In Russia, male swimmer Aleksandr Maltsev was a particular pioneer, winning four world titles and six European crowns in mixed events.
Despite this trend, Subbotina said she still considers her sport to be for women only.
“For me, synchronized swimming is just a women’s sport. Full stop. I have always said it and I will continue to say it. said the 21-year-old in an interview with Sport-Express.
“Before there were strange prohibitions [in some sports] for women, I agree.
“Why aren’t girls allowed to ski jump? If they train, if they prepare. This is probably excessive conservatism, here I don’t quite understand the desire for ‘security’”, added the Moscow-born star.
“But if we go back to synchronized swimming, it’s much more aesthetic to see how the women’s legs come out of the water, and not the men’s.

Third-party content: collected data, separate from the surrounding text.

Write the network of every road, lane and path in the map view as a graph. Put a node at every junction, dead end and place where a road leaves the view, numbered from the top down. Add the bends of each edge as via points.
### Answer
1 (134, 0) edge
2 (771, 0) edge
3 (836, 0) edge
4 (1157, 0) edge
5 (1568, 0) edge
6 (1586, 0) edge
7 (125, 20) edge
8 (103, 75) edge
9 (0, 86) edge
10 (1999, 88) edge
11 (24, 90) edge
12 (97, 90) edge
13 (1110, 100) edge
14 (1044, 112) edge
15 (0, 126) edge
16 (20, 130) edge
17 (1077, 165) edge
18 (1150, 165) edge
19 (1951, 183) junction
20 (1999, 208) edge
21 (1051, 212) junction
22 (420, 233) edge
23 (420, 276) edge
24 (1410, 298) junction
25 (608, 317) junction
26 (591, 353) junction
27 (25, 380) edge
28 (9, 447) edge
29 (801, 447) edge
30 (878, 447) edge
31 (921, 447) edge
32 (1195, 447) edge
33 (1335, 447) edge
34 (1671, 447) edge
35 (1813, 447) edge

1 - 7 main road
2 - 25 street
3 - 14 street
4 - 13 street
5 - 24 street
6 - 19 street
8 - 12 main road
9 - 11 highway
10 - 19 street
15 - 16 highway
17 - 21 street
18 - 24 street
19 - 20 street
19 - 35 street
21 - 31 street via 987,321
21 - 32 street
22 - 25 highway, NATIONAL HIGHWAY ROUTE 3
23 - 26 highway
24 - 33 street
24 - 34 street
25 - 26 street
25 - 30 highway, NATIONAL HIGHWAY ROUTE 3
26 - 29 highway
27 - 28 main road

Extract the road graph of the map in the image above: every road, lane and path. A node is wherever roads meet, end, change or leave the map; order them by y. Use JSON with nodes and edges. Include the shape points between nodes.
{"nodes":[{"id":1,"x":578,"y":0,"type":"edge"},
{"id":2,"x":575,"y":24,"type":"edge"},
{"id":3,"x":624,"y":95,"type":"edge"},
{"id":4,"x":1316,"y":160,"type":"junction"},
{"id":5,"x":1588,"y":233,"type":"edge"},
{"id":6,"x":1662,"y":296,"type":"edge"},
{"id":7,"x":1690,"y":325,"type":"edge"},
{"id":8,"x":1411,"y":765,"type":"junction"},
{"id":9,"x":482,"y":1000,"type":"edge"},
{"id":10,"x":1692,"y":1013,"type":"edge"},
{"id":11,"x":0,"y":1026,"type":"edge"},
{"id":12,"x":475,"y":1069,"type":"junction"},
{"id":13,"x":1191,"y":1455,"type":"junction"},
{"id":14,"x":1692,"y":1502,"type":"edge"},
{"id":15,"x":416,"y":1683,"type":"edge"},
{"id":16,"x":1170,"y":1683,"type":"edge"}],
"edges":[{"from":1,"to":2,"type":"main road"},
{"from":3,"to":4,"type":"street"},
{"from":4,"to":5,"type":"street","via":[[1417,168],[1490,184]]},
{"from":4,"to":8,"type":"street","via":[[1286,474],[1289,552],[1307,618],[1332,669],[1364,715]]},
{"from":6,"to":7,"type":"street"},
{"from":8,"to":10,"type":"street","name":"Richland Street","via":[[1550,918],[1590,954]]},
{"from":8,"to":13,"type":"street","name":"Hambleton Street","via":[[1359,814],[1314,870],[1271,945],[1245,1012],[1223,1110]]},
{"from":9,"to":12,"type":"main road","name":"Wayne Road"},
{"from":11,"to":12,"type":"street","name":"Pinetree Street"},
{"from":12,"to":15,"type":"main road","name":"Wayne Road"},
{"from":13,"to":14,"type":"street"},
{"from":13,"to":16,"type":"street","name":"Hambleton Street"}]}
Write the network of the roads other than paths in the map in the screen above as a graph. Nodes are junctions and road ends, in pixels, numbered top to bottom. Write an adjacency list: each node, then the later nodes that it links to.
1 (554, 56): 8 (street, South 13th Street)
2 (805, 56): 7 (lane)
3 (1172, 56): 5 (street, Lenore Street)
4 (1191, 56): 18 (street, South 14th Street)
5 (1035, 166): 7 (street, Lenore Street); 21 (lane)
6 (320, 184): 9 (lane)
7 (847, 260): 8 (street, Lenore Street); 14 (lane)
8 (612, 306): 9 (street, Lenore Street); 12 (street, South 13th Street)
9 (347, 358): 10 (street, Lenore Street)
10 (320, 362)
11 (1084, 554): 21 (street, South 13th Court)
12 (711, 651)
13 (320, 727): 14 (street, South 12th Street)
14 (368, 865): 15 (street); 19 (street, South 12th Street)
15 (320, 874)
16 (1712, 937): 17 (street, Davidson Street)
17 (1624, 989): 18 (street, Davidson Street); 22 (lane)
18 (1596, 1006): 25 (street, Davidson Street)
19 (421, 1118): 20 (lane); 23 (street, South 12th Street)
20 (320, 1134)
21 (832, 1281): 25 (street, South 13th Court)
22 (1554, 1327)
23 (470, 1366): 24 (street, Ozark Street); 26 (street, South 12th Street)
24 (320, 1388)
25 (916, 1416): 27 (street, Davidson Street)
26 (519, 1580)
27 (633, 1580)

At least because of this, it is worth leaving our sport exclusively to women.
Subbotina added that her position doesn’t mean she can’t support the likes of fellow countryman Maltsev as he breaks stereotypes.
“I communicate well with our [mixed] duo, I communicate with Sasha [Maltsev]. I always wish them good luck.
“But our relations with the guys don’t affect my position to limit the number of disciplines, just like conversely, the relations with the guys don’t deteriorate because of my position. I hope so,” said Subbotine.
The swimmer admitted that the participation of men would add more interest to the sport and that she understood the efforts of Russian officials and FINA for the inclusion of men.
“There will now be a male solo, under the new rules, men can perform in groups. So there will be interest. declared the triple European champion.
“I don’t like everything, but since they made such a decision, too bad. If we are talking specifically about interest, then it will definitely be there.
“Men in synchronized swimming have always aroused particular interest,” concedes Subbotina.
Subbotina herself was recently in action at the ‘friendship games‘ in Kazan, which has hosted foreign swimmers such as Belarus and Serbia.
The event served as an alternative for Russians who are banned from FINA tournaments following the conflict in Ukraine. This meant Subbotina and others missed the World Aquatic Championships in Budapest in June and July.
Questions have been raised about Russian and Belarusian participation in the 2024 Paris Olympics, although artistic swimming icon Svetlana Romashina – her sport’s most decorated Olympian – has recently expressed optimism about their appearance in the French capital.